= Tancred of Bologna =

Tancred of Bologna or of Germany (c. 1185 - 1230/1236), commonly just Tancredus, was a Dominican preacher and canonist. He is easily conflated with a contemporary Dominican, Tancred Tancredi, and the two are sometimes indistinguishable in the sources and have been treated as one person, though this is known to be false.

Tancred's origins lie in Germany, where, if his hagiographers are to be believed, he was a soldier of middle rank at the court of the Emperor Frederick II. He was educated under John of Wales at the University of Bologna. He wrote an important gloss on the Compilatio tertia and the Summa de matrimonio (Summary of Marriage), which was influential to Ramon de Penyafort, as well as the Ordo iudiciarius, completed in 1216, which was the culmination of the procedural literature of the glossators and was translated into both German and French, indicating its importance for medieval legal practice. He supported the emergent doctrine of Papal infallibility and the sect of the Humiliati. He was one of the teachers of Bernard of Botone.

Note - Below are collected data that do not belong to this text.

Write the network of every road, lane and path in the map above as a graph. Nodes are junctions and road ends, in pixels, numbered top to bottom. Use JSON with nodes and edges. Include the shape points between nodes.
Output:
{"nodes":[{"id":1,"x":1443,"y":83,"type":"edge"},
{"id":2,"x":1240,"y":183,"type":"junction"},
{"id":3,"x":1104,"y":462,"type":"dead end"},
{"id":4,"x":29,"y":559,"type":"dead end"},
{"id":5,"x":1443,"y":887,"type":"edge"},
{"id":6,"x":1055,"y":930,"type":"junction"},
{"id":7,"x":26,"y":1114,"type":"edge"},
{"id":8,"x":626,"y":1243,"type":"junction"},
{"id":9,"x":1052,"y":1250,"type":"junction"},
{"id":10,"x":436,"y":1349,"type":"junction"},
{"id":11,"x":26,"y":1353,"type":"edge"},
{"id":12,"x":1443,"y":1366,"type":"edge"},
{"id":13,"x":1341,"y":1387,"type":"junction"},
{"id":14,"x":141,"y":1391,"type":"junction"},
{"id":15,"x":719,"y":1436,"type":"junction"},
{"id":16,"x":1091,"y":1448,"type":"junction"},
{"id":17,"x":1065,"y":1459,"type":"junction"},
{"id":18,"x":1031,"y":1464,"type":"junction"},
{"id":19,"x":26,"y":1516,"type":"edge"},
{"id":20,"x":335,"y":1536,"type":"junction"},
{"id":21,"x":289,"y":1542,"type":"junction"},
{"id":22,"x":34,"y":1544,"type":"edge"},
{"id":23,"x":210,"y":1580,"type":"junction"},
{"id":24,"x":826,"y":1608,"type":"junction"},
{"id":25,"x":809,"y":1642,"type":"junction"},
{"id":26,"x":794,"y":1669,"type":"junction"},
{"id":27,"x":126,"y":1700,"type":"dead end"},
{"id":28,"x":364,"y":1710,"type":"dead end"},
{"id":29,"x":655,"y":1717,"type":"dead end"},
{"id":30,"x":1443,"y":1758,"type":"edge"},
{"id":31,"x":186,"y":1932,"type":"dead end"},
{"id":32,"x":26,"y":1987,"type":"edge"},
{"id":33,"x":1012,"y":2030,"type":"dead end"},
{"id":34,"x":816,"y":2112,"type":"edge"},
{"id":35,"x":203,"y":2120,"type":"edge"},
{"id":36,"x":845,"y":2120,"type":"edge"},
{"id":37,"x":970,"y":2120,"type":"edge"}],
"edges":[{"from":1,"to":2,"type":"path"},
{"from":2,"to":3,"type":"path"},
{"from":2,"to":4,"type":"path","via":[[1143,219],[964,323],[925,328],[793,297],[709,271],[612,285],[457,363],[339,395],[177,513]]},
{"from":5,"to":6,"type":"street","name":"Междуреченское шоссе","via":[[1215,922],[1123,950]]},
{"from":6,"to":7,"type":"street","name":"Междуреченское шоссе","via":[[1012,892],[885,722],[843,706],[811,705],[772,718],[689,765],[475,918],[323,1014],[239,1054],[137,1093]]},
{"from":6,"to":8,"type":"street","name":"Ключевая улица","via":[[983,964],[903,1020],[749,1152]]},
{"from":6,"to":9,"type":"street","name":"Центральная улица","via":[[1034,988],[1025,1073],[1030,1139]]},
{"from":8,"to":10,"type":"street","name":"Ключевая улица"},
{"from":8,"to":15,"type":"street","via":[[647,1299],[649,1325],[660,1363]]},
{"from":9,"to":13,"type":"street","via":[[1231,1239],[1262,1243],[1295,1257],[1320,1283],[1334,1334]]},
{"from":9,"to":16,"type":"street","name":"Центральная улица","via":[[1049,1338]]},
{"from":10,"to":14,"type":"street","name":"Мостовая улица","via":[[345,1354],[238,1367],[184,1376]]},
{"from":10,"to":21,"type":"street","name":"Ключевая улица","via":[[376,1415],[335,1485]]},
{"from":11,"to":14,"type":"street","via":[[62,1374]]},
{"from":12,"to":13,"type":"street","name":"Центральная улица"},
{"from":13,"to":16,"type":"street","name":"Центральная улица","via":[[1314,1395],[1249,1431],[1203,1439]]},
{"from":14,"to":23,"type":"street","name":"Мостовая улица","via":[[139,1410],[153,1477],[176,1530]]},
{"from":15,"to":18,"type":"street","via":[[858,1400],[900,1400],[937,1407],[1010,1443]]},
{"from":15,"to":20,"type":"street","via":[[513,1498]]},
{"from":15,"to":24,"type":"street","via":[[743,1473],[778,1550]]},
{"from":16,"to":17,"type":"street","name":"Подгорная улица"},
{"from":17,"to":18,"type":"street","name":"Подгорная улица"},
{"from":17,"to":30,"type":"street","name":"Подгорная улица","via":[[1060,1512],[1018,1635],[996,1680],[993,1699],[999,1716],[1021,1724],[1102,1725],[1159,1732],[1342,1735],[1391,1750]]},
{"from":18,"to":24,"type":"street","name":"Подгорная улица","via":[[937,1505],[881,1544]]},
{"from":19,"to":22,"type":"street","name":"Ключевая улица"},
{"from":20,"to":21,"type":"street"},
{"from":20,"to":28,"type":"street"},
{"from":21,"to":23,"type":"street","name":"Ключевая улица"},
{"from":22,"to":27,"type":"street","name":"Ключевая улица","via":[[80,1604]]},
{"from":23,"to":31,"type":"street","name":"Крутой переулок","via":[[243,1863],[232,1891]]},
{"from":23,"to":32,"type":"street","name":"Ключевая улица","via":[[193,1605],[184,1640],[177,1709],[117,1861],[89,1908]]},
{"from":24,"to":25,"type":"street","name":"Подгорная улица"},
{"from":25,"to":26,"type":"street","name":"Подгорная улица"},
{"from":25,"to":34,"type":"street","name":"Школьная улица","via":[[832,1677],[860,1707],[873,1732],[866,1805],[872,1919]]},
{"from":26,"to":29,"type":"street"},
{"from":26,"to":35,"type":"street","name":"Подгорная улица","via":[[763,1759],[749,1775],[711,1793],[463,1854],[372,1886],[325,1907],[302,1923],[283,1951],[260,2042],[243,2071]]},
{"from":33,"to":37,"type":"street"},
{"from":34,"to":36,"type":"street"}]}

He was at Bologna when he received the habit of a friar, either from Dominic of Osma or Reginald of Bologna, traditionally between 1218 and 1220, though he was active as a writer in Bologna between about 1210 and 1215. One of his first posts as a Dominican clergyman was as a prior in Rome.

==Bibliography==
- Andrews, Frances (1999). The Early Humiliati. Cambridge: Cambridge University Press.
- Bisson, Thomas N. (1989). Medieval France and her Pyrenean Neighbours: Studies in Early Institutional History. London: Hambledon.
- O'Daniel, Victor F. (1928). "Tancred of Germany." The First Disciples of Saint Dominic: Adapted and Enlarged from Father Anthony Touron's Histoire Abrégée des Premiers Disciples de saint Dominique. Somerset, Ohio: The Rosary Press.